Many organisations will offer an SLA to implement a changing capacity in under one minute. And that means because of the ubiquitous nature of networks, it's become an enabler for multi-cloud because actually, if the network is incredibly cost-effective, low latency and available everywhere and resilient, all of a sudden it becomes the enabler, the backbone and the highways that connect with different cities, except in this metaphor, the cities are the clouds.
(AB): Yeah, that's great Leon. I have one last question for you. When choosing a multi-cloud strategy, how can organisations determine what clouds are right for them?
(LG): That is possibly the most important question. You need to go and understand your applications, your servers, your infrastructure, your estate. Start off with an assessment. What are the needs of an application and try to be application-centric within your view. You can look at these things from an infrastructure perspective: How much CPU and RAM am I using? How much CPU and RAM do I need? Procuring what you need is much more important than repeating what you already have. And then once you've assessed both your infrastructure and your application needs, the dependencies between those applications - the website might be dependant on an application server and a database server, but all of those may be dependant on some kind of authentication system, so collectively, they become a discrete system. And then once you identify these groupings of systems, these dependencies, you can start working out okay, well, which ones of these would be best served in different clouds? What are the applications, what is the security posture and the data classification of those systems? And therefore, should they be better served in one cloud or another? Do they have dynamic scalability requirements? As I just mentioned when we talked about web servers, maybe you're an organisation that runs campaigns or you are subject to seasonal loads that generate a lot more traffic and therefore the website needs to scale at a particular time. That may align it more toward a public cloud.
So assessing your needs is really, really important. But also, don't just assess your needs in terms of where you are today. Any cloud journey should think about the digital transformation that might be taking place in the future. Look at the long term business strategy. Are you just looking to do exactly the same thing you're doing today just cheaper, faster or more available? Or are you actually looking to develop a competitive advantage and do things better and smarter and deliver more value and new value to customers? When you start understanding the business context and the roadmap of the business and you understand where you are, you can start creating a gap analysis and how those different cloud platforms can enable that change.

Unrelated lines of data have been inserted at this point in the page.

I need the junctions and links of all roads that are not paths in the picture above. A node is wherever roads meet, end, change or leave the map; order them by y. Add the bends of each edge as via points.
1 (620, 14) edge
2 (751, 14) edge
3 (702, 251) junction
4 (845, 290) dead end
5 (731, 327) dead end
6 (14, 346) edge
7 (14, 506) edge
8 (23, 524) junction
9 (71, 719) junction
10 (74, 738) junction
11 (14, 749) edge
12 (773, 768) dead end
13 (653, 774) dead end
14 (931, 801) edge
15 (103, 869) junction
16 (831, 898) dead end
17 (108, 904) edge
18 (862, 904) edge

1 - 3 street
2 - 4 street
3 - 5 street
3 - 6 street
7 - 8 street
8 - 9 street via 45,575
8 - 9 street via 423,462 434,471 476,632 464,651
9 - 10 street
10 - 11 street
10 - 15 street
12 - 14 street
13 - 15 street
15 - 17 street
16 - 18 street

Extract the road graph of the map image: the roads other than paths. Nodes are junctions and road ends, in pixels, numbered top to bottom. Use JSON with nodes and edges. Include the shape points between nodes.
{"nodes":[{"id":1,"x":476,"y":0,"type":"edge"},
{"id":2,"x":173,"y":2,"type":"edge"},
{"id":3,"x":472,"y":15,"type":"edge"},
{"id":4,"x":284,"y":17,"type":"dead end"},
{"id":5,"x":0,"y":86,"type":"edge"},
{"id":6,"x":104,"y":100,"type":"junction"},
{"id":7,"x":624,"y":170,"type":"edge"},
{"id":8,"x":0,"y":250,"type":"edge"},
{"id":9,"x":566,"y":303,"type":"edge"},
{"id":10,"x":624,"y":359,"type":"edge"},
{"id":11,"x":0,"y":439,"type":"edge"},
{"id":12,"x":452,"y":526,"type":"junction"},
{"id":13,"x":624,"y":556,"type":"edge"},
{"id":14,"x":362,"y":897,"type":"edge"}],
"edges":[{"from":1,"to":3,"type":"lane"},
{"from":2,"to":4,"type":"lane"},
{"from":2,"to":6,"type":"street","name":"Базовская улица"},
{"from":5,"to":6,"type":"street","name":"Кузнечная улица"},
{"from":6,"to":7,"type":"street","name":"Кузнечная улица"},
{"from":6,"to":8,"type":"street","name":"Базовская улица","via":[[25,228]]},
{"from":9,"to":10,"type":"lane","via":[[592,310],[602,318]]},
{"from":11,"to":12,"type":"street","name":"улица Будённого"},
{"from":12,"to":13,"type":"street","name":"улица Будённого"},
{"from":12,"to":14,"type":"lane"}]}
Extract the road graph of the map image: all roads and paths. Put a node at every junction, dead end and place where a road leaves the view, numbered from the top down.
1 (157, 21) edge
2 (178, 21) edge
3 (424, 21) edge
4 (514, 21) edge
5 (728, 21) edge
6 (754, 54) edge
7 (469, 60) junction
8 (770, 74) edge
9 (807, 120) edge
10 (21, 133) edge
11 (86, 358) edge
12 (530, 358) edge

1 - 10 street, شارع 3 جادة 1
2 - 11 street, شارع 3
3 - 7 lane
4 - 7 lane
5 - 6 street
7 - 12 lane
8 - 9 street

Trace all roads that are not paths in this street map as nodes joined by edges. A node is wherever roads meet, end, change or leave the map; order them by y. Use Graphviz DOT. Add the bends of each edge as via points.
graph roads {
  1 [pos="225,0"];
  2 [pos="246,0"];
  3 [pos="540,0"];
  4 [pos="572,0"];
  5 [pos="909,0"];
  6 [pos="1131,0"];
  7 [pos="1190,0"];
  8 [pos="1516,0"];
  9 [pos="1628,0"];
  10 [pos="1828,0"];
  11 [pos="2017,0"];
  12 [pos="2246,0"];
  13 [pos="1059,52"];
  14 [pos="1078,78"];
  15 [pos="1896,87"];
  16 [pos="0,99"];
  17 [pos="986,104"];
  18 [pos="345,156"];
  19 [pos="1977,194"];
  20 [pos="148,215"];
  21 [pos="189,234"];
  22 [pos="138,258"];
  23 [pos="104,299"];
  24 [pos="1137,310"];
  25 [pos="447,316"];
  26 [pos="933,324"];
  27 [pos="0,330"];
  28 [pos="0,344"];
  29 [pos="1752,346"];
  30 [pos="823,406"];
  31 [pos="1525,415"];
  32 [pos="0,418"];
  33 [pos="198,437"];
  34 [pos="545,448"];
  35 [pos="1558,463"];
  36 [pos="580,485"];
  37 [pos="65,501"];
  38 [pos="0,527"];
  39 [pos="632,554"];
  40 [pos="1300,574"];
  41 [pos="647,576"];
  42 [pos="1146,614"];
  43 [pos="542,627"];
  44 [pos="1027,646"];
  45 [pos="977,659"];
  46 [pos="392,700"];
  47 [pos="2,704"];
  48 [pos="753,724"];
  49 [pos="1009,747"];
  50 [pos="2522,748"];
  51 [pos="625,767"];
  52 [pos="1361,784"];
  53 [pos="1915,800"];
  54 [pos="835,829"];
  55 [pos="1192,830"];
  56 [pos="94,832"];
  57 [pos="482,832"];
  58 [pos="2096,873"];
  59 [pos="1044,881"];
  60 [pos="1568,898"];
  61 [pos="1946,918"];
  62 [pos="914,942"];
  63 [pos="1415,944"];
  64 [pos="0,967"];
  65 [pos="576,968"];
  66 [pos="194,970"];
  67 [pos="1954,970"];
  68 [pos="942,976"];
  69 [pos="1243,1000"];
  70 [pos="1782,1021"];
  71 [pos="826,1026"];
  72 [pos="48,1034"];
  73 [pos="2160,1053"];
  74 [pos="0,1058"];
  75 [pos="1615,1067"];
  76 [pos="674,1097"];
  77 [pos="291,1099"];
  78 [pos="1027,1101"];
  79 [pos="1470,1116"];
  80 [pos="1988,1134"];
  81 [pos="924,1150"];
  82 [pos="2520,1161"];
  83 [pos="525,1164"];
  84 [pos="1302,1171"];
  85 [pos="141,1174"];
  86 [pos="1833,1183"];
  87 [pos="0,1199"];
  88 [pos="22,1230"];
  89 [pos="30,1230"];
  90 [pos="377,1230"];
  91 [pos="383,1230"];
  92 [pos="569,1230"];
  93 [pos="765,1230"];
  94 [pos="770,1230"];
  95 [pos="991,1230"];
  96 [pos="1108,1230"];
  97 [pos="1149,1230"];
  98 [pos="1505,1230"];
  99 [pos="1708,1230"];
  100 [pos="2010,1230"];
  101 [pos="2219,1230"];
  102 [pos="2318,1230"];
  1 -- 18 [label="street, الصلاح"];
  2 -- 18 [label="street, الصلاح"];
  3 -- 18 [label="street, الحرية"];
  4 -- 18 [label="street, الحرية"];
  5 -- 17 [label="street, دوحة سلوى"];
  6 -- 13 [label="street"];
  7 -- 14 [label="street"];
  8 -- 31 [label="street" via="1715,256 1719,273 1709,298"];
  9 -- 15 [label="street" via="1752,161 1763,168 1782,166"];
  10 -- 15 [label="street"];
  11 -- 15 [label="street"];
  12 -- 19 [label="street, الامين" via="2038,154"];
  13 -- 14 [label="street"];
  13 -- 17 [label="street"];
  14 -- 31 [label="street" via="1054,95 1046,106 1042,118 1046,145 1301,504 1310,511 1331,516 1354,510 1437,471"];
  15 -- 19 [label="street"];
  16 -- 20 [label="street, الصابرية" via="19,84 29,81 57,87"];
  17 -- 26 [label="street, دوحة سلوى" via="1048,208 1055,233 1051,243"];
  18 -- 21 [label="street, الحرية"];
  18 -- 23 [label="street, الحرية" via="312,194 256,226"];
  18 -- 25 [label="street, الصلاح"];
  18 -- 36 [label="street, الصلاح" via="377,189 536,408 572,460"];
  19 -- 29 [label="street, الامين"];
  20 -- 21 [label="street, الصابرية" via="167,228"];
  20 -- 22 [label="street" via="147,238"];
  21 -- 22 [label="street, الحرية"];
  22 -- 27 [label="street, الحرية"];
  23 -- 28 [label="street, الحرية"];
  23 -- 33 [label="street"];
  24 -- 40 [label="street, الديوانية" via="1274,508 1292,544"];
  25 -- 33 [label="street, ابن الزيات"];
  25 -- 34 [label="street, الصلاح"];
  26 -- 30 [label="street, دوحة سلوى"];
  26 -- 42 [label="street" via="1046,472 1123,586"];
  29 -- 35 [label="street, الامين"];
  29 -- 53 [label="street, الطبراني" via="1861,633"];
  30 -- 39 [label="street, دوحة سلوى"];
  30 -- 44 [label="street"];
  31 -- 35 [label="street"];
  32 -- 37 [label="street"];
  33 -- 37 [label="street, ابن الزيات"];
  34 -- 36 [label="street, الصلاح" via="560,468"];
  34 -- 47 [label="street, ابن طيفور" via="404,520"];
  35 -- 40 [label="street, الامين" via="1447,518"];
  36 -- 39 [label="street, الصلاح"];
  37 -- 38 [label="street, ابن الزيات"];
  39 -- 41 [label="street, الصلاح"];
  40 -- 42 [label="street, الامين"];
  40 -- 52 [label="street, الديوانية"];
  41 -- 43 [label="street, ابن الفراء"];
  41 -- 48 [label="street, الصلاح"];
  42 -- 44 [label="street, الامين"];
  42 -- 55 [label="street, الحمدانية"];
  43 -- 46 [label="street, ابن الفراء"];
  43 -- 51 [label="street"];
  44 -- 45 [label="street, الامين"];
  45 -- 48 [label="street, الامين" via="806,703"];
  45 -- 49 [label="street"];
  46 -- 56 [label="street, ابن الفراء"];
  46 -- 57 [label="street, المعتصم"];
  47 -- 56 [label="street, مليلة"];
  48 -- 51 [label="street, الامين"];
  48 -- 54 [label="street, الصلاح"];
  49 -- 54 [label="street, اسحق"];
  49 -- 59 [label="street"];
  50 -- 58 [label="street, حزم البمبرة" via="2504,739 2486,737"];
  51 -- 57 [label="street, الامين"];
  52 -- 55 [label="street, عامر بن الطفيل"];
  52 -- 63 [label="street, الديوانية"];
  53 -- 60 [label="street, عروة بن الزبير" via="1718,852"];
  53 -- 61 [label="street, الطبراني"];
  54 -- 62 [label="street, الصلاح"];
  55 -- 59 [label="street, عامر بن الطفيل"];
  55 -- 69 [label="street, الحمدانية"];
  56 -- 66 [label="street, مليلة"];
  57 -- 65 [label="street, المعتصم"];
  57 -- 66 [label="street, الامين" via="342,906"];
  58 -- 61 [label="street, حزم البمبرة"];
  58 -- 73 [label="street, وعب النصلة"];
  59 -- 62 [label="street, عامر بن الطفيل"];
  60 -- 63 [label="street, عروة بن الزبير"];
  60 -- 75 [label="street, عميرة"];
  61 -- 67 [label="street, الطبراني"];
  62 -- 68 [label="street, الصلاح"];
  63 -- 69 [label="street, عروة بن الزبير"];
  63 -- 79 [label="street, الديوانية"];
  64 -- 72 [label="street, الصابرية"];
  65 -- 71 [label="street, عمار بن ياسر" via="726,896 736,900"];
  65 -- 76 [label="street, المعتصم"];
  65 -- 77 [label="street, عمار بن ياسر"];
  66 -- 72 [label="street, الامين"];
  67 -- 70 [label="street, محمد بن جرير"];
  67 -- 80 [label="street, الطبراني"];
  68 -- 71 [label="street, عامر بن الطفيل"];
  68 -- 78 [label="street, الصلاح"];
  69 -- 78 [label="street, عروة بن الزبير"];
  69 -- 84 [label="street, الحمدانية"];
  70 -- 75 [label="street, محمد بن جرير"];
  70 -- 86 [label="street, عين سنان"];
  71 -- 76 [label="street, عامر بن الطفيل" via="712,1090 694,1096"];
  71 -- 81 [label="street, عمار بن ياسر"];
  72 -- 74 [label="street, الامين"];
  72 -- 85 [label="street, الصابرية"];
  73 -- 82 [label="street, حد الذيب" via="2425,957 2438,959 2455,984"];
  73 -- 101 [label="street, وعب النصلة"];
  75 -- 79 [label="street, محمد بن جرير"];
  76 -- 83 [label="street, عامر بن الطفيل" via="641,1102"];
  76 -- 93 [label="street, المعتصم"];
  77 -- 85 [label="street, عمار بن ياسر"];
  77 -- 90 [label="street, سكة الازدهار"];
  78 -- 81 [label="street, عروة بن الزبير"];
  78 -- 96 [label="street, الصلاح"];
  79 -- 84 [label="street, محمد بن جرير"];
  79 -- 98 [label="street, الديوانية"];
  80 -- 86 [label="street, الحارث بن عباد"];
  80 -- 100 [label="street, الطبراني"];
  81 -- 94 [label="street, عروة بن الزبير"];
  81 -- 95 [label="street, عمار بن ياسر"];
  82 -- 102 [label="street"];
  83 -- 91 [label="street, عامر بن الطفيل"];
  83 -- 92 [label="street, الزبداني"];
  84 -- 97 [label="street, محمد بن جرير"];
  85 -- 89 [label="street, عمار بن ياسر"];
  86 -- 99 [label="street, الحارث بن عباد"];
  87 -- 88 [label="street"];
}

(AB): This is fantastic Leon and just really incredibly helpful to our listeners.
92% of organisations use multi-cloud and for good reason. Each cloud environment offers different features, advantages and benefits. Adopting a multi-cloud strategy eliminates the one size fits all concept and provides organisations with choice making it easier to select the clouds that achieve their business goals and application requirements. So whether you care most about avoiding vendor lock-in, ensuring cost predictability or securing your crown jewels, multi-cloud gives you the flexibility to meet your needs and adapt as those needs change.
Leon, thanks so much for joining us today. We really appreciate it.
(LG): Oh, you're welcome anytime. I really enjoy these sessions.
(AB): Great. Leon Godwin is Principal Cloud Evangelist at Sungard AS.